TASK STATEMENT →
Give the number of lines in the records that include the word "from", and nothing besides.

════════════════════

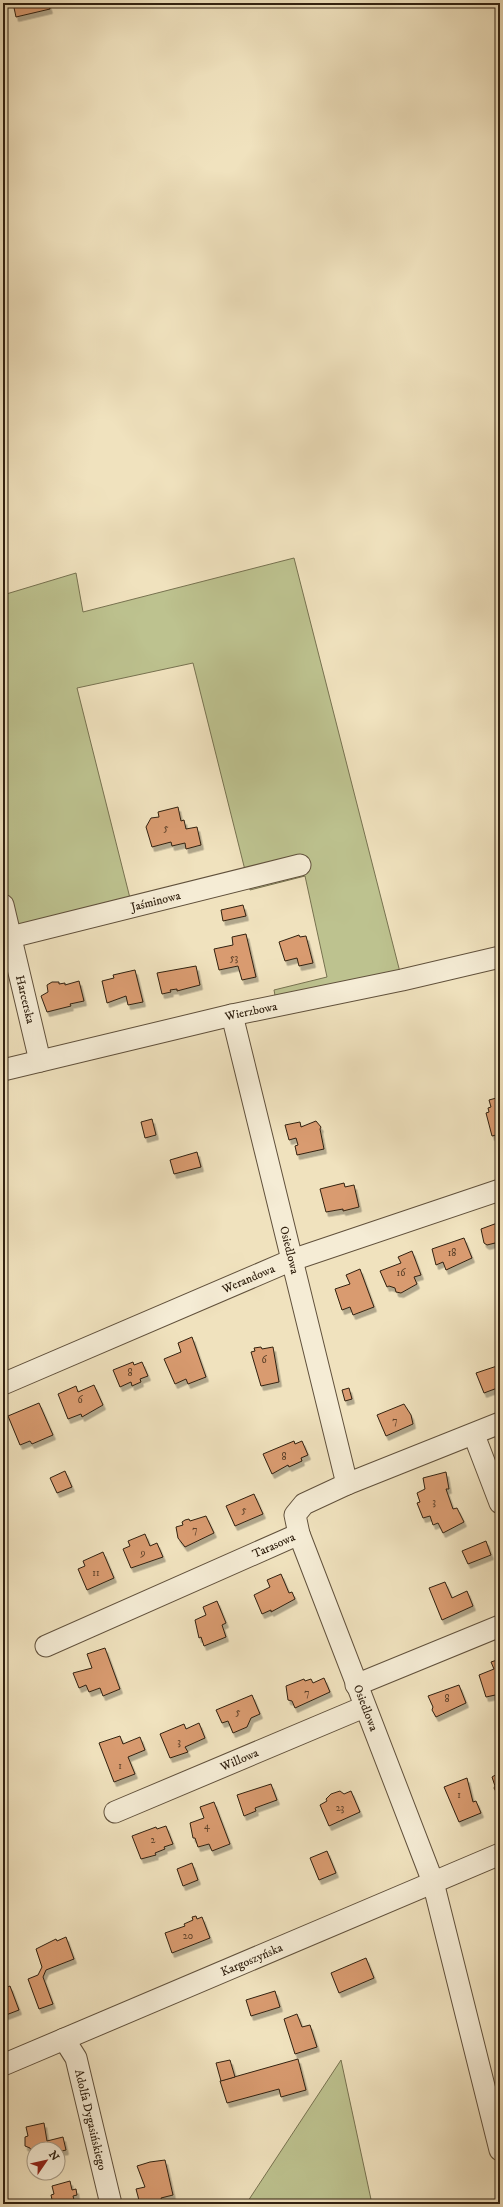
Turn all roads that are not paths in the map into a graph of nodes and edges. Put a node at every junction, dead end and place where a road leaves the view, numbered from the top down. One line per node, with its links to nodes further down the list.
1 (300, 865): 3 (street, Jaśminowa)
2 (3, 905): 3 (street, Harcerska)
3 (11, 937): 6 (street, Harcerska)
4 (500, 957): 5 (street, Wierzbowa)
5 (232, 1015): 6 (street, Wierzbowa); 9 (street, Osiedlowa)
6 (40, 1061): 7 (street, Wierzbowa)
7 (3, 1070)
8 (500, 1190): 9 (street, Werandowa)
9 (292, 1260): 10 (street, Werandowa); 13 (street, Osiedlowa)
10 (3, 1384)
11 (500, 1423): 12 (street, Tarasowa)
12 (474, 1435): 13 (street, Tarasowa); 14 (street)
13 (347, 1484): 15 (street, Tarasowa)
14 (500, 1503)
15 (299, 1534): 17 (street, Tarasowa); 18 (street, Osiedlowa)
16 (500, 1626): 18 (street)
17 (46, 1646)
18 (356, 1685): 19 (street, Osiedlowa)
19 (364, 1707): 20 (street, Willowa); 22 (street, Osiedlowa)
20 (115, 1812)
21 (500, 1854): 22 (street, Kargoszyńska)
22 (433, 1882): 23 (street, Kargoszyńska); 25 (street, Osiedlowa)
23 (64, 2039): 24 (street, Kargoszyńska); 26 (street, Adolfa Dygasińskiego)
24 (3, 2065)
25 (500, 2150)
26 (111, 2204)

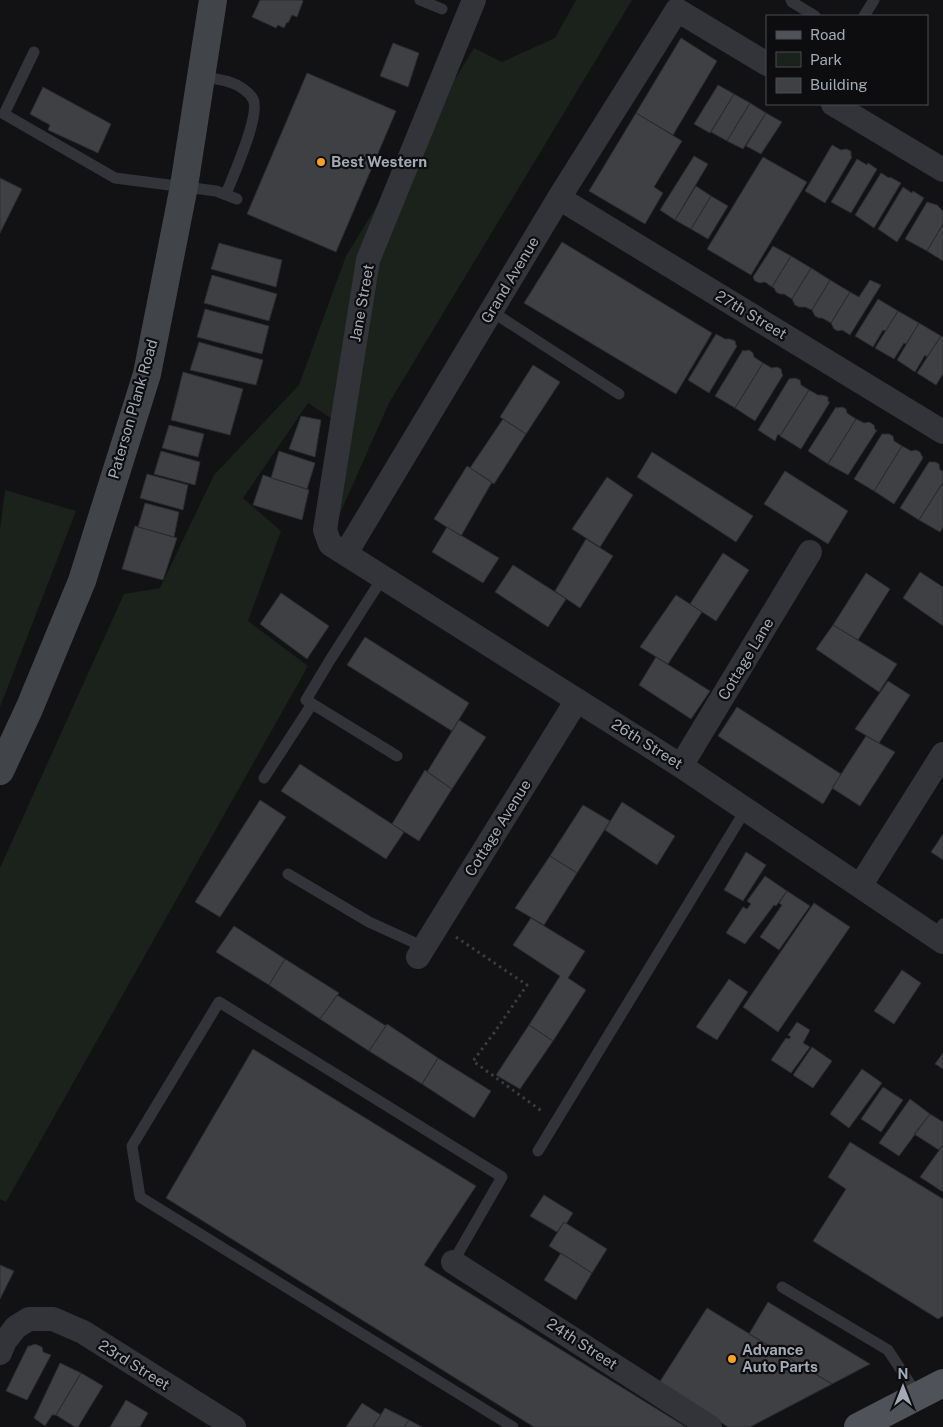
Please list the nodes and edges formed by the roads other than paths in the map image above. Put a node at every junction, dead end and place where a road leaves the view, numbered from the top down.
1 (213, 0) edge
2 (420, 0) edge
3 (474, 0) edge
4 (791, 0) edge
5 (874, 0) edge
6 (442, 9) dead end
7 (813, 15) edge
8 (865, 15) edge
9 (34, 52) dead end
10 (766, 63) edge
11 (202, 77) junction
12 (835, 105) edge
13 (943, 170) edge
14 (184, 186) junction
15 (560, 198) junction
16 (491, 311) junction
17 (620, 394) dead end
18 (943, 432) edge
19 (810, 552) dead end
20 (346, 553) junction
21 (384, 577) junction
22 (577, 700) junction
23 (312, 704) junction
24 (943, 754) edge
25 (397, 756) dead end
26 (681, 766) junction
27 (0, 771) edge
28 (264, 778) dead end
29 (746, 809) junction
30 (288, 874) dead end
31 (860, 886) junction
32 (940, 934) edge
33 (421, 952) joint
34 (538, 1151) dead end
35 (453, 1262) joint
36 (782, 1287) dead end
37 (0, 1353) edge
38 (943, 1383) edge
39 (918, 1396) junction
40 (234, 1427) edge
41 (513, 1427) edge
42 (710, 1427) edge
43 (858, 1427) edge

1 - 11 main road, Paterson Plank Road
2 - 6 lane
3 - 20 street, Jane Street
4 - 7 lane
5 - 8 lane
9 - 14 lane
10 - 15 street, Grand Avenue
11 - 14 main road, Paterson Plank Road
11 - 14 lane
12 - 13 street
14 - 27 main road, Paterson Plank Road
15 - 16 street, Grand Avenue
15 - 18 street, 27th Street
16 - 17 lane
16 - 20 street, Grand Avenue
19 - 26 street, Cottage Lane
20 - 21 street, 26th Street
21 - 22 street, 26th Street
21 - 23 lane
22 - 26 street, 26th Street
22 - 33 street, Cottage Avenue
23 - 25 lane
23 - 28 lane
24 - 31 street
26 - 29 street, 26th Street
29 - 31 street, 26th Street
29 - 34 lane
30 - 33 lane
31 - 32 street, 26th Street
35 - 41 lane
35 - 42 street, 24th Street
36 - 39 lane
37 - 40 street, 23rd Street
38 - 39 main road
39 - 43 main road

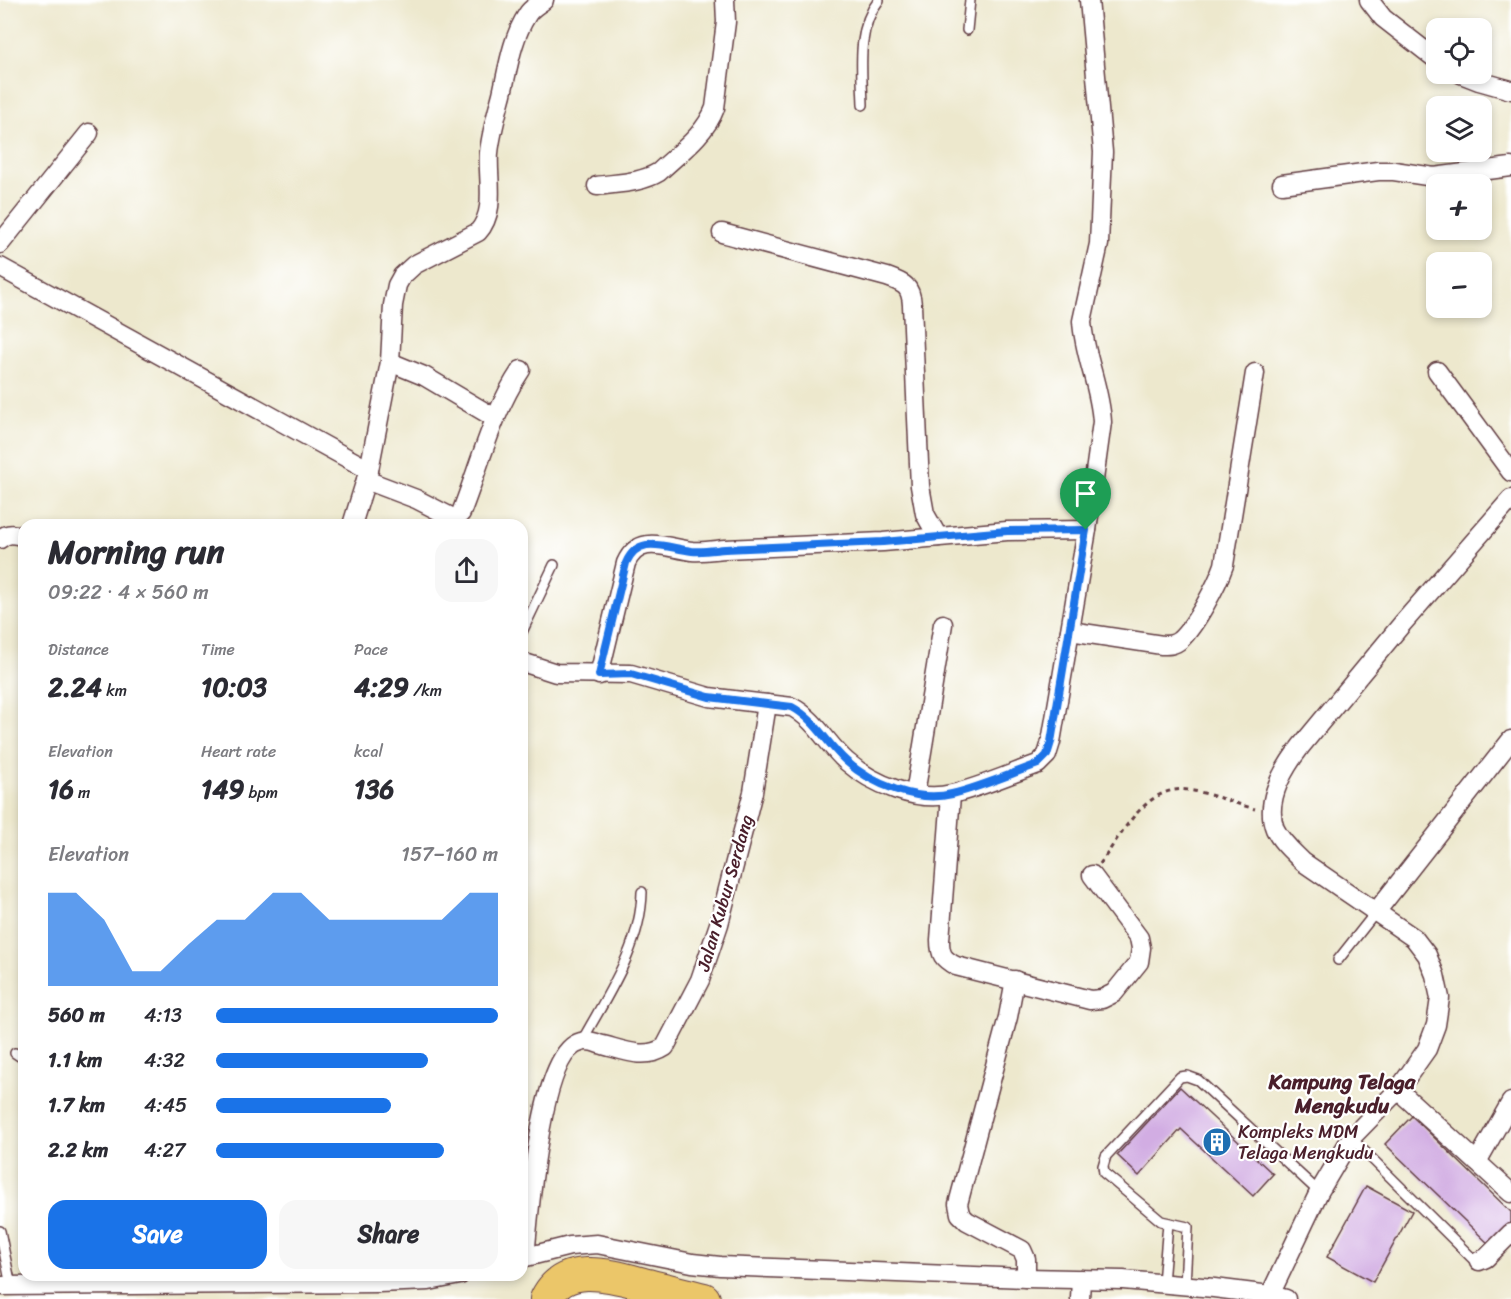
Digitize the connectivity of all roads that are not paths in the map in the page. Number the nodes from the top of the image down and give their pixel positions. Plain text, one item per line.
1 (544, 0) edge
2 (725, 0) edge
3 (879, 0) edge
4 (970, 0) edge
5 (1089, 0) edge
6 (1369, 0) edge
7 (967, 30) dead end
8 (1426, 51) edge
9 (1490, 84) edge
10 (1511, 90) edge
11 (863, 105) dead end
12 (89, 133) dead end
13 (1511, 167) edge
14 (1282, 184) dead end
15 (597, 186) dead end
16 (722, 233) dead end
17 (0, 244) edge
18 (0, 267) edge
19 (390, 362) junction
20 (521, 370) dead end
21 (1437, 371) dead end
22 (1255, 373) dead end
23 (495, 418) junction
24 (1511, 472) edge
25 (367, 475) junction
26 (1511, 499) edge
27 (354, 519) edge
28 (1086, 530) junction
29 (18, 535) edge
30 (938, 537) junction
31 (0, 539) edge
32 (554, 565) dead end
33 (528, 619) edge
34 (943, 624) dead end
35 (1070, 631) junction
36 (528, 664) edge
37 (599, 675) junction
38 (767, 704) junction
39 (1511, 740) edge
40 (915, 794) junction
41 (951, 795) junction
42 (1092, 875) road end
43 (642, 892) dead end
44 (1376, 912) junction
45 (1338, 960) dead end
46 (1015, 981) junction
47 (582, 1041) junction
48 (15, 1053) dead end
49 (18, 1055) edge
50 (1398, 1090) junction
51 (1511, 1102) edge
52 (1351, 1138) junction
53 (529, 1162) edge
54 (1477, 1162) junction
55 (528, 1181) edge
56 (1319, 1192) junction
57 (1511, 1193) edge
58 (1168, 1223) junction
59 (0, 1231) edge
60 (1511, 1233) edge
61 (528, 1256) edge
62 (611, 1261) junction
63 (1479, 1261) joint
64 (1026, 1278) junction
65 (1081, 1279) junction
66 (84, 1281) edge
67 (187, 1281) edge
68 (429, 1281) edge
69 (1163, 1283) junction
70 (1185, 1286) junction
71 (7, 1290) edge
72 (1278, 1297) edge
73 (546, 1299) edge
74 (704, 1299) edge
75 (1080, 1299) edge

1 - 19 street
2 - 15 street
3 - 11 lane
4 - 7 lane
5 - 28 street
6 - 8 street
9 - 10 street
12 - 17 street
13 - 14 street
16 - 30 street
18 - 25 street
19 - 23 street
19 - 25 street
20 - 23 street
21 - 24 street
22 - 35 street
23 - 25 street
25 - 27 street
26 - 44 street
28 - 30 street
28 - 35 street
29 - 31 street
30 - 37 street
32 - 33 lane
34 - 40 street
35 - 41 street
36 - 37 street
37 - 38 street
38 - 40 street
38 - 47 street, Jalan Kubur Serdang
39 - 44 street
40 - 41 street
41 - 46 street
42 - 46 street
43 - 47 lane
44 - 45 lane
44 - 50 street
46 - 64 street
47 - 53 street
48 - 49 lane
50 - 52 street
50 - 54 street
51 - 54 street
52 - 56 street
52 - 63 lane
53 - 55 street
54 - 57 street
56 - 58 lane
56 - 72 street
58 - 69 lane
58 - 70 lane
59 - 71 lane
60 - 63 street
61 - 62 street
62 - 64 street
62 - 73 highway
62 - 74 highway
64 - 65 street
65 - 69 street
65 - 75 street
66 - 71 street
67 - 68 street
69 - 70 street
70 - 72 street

════════════════════

RESPONSE TO THE TASK →
3